Paullina kembali meneguk air minumnya. “Aku sudah kenyang.” Dia mendorong piring ke depan. “Omong-omong, San, aku memiliki seorang pasien yang aku rasa pendapatnya akan menggelitik jiwa penulis fiksi kriminalmu.”
“Apa itu?”
“Menurut pasienku ini, laki-laki brengsek yang sadar mempunyai pesona, dia tidak lebih dari seekor anjing berpenyakit kusta yang harus disingkirkan. Jenis laki-laki ini dapat membahayakan banyak perempuan. Karena itu, menurutnya, dia lebih baik dibunuh dengan cara apa pun agar tidak berbuat kerusakan atas diri perempuan yang lemah lebih banyak lagi. Bagaimana menurutmu?”

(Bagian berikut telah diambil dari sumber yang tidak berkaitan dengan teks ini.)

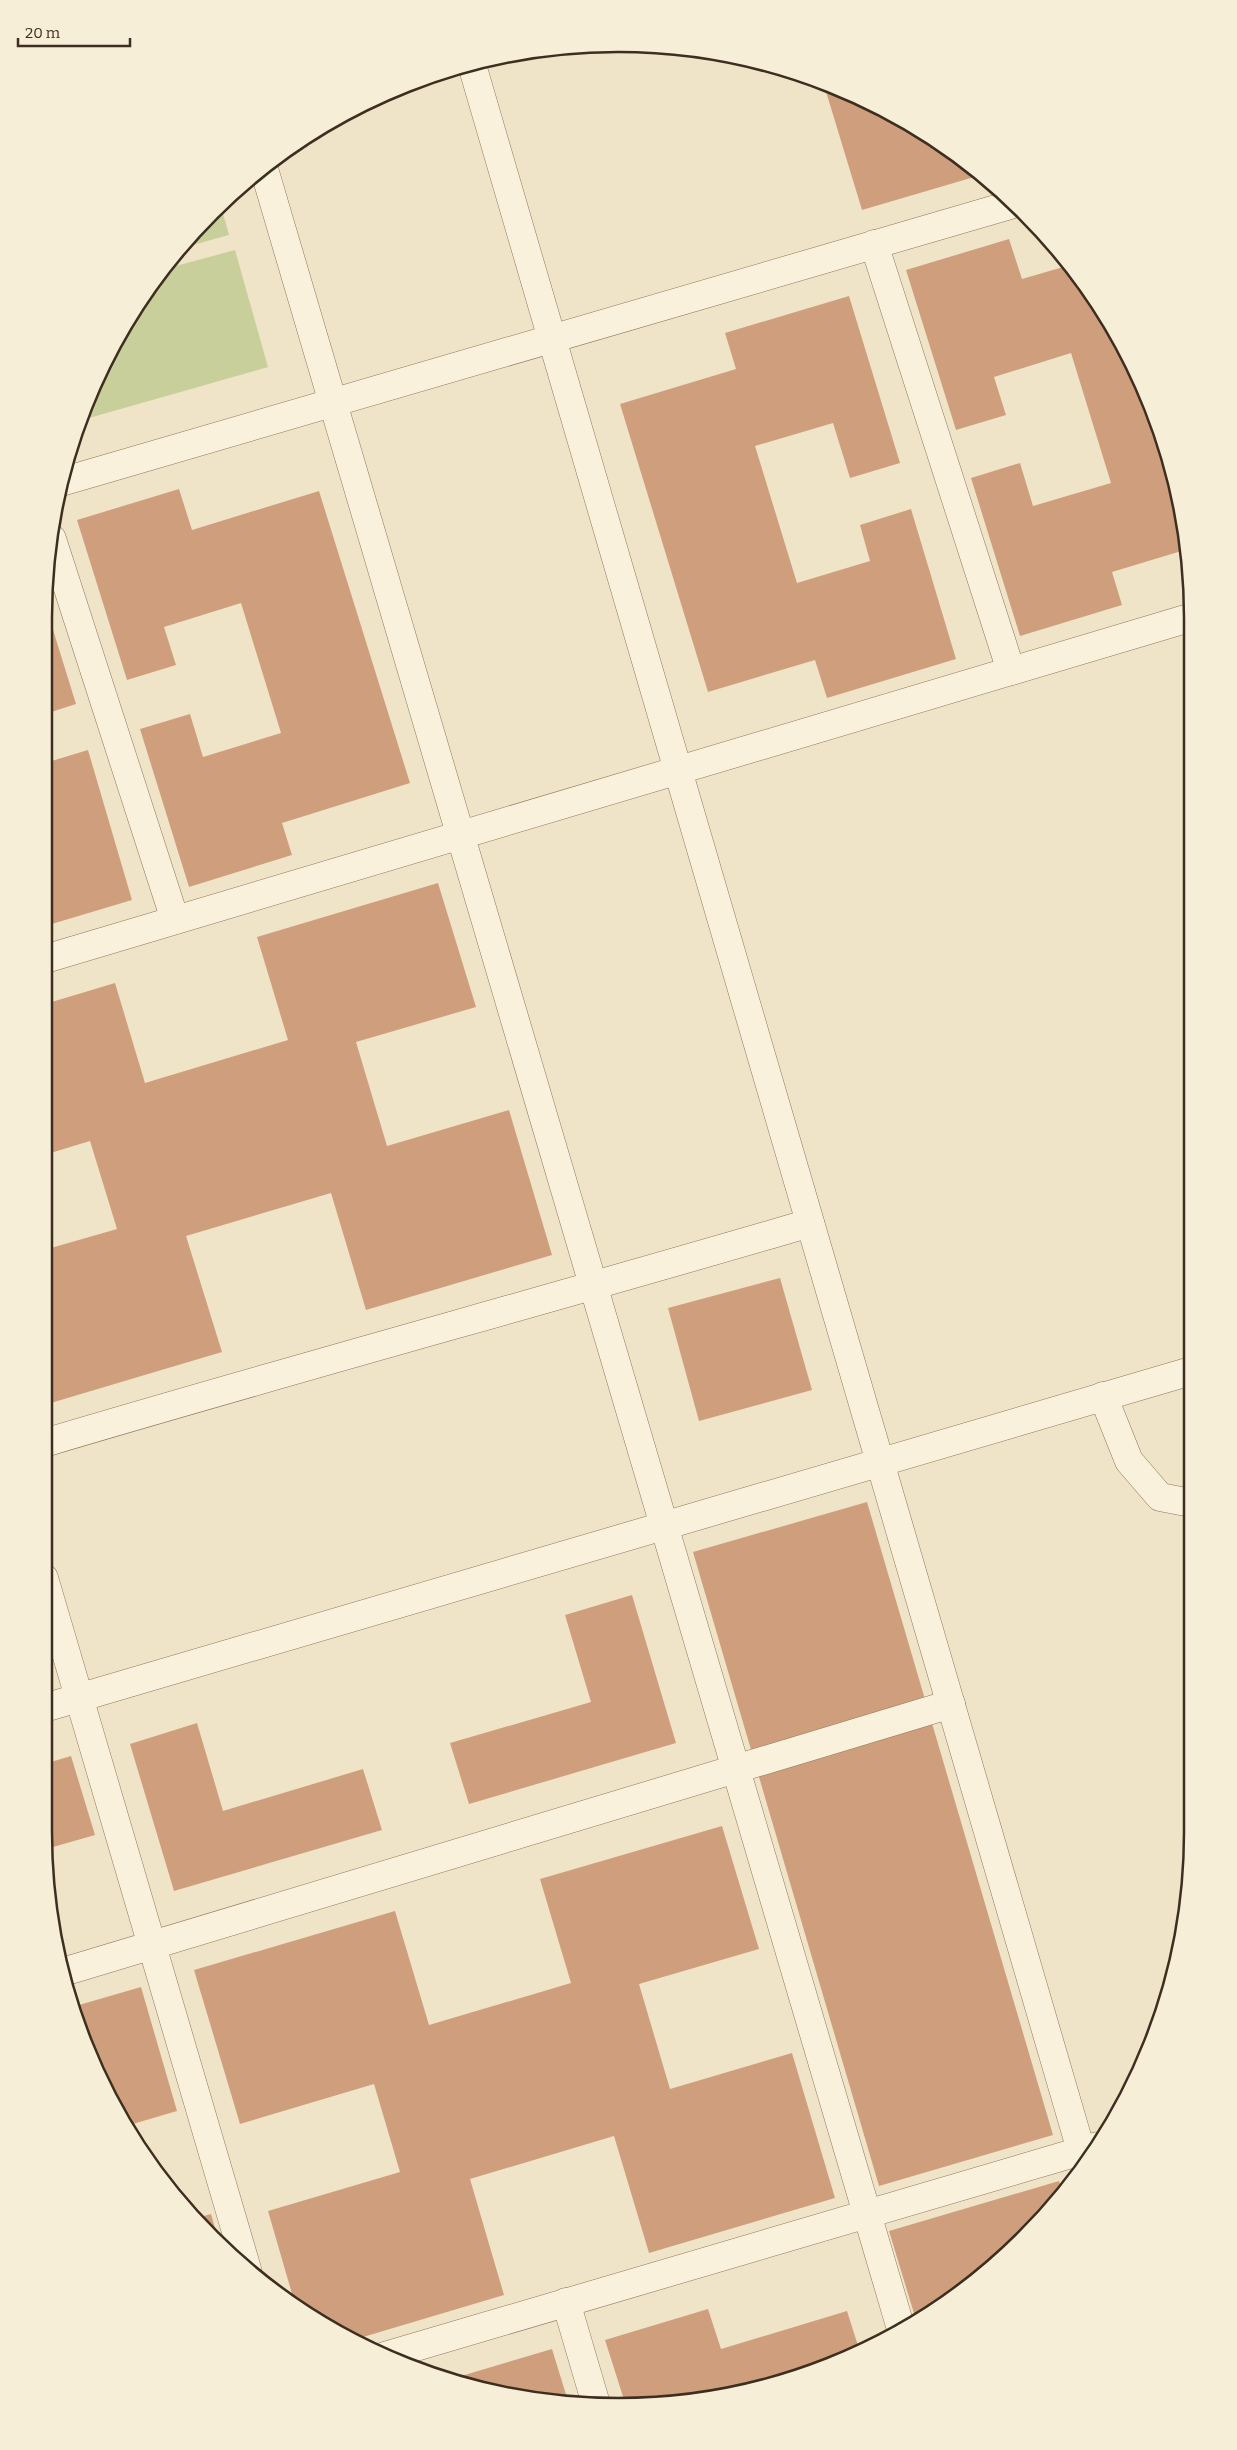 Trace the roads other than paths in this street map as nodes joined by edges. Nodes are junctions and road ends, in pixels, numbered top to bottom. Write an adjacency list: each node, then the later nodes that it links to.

Susan menelan suap terakhirnya dengan susah payah. Setelah minum dia berkata, “Gagasan yang sangat menarik. Laki-laki brengsek sama dengan seekor anjing berpenyakit kusta. Aku setuju dengan gagasan itu. Kecuali bagian membunuhnya, tentu saja. Bagaimanapun kita tidak bisa dengan seenak hati menghilangkan nyawa orang lain. Atas dasar apa pun pembunuhan tidak pernah dibenarkan. Menurutku, laki-laki brengsek begini, memang perlu kita beri pelajaran berharga. Tapi pelajaran itu banyak. Bisa dengan menamparnya di depan umum, atau membuka skandalnya ke media. Banyak cara untuk membunuhnya—tentu saja membunuh dalam artian yang lain sama sekali. Aku sendiri, kau tahu, kan, lebih suka menyebutnya dengan meneggelamkan kepalanya ke dalam lumpur. Agar tidak bisa mengangkat dagu.” Susan bangkit dari duduknya, merapikan piring kotor dan membawanya ke belakang. “Kalau kau ingin istirahat, pergilah tidur. Aku sudah merapikan kamar tamu untukmu,” sambung Susan sebelum menghilang ke belakang.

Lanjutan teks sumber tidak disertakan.